= Work order =
Search the data below for "node" and report how many lines contain it, with no other text.

= Input material =

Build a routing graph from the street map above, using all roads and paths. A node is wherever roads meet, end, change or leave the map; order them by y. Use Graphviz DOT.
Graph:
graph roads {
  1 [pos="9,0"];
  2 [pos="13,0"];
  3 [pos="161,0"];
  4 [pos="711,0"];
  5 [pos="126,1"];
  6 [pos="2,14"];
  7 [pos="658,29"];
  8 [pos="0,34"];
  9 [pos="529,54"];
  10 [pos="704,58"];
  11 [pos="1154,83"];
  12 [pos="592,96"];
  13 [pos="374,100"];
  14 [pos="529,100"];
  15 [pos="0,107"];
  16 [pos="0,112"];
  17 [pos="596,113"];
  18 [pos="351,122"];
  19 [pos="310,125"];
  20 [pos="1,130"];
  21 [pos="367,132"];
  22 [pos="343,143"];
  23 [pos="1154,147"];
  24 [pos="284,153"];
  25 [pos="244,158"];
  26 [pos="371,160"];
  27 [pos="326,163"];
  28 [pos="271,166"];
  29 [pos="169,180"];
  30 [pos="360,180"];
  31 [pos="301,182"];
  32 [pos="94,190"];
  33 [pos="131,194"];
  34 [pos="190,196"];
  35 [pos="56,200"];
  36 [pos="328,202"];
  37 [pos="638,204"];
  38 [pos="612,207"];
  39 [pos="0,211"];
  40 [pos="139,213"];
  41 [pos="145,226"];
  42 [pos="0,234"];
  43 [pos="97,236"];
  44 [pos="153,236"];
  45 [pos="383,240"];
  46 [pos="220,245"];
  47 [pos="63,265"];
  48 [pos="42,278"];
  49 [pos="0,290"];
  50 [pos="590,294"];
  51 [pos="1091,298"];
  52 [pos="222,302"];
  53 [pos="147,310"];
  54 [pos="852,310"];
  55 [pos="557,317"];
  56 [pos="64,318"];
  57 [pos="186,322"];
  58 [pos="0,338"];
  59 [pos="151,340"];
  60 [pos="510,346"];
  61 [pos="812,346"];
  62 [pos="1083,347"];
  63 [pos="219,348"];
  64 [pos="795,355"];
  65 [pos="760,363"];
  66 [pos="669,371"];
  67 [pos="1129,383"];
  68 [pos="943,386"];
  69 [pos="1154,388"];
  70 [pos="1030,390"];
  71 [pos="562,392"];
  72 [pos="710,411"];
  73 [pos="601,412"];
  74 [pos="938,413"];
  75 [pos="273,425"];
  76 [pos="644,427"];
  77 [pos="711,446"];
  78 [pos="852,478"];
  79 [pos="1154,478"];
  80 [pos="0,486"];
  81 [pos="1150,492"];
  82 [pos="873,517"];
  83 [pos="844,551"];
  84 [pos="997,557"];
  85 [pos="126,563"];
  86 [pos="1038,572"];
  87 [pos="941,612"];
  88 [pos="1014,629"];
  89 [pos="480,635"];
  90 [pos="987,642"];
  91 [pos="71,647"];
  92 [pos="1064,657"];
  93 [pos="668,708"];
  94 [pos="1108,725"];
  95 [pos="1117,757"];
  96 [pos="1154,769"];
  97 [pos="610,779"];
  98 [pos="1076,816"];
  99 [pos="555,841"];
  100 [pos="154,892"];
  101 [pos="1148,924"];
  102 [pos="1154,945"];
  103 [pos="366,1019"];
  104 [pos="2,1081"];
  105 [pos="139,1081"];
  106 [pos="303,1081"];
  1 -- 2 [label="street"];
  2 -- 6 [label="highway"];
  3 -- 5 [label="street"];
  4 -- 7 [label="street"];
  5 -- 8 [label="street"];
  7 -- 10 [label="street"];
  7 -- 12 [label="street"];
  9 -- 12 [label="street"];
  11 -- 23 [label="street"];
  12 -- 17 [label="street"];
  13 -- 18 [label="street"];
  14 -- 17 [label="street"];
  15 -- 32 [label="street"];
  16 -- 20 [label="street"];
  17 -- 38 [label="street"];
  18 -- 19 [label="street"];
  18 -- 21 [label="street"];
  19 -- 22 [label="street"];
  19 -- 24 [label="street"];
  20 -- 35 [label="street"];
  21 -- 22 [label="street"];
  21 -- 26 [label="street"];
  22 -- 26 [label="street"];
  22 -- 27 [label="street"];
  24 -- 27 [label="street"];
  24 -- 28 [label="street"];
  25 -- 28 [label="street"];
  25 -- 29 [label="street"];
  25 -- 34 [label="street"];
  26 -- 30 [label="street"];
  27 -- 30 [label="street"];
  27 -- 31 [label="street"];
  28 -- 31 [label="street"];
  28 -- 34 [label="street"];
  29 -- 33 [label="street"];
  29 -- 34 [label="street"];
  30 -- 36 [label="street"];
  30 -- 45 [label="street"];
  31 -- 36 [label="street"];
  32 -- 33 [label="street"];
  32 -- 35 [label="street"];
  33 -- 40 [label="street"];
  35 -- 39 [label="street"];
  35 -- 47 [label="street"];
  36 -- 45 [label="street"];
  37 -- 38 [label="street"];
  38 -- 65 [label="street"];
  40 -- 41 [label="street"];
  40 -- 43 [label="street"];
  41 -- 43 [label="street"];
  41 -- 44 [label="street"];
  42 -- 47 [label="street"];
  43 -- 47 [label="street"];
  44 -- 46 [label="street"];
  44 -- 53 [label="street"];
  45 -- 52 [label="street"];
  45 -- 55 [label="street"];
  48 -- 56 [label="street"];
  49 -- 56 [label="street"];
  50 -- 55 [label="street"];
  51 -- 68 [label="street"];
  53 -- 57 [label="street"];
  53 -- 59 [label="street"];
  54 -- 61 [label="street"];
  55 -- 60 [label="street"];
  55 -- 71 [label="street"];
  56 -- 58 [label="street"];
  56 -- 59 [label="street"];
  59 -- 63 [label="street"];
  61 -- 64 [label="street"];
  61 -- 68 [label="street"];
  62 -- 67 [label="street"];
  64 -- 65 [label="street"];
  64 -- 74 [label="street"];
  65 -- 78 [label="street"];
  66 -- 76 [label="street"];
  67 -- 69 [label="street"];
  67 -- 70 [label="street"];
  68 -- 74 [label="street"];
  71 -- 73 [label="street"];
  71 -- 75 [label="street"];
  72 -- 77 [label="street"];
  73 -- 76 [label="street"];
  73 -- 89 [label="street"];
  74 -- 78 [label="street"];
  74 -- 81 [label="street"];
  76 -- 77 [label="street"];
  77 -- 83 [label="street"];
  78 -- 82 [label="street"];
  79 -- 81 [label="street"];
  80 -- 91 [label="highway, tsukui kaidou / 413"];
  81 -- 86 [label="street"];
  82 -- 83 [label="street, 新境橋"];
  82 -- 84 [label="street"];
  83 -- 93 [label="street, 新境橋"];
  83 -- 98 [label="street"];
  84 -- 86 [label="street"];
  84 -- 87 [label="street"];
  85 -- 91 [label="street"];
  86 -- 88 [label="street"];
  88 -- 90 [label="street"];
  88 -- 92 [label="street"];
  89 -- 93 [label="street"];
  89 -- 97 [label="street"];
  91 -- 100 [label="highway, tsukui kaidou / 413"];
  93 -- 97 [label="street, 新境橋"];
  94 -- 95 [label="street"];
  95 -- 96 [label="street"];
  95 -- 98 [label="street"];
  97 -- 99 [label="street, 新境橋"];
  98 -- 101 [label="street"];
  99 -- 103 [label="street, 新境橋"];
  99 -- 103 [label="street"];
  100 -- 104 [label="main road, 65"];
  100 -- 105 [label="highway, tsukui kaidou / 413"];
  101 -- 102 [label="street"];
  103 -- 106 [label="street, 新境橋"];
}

--

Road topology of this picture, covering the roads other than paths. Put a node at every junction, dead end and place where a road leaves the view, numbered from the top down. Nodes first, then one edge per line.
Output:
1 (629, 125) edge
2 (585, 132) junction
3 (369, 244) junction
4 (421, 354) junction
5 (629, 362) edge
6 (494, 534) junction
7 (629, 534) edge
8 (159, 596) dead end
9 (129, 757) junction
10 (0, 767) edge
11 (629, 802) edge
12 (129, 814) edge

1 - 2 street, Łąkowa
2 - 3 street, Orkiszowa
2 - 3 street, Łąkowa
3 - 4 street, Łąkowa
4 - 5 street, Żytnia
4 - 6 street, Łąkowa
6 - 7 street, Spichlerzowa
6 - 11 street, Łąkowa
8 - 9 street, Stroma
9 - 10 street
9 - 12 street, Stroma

= Response to the task =
2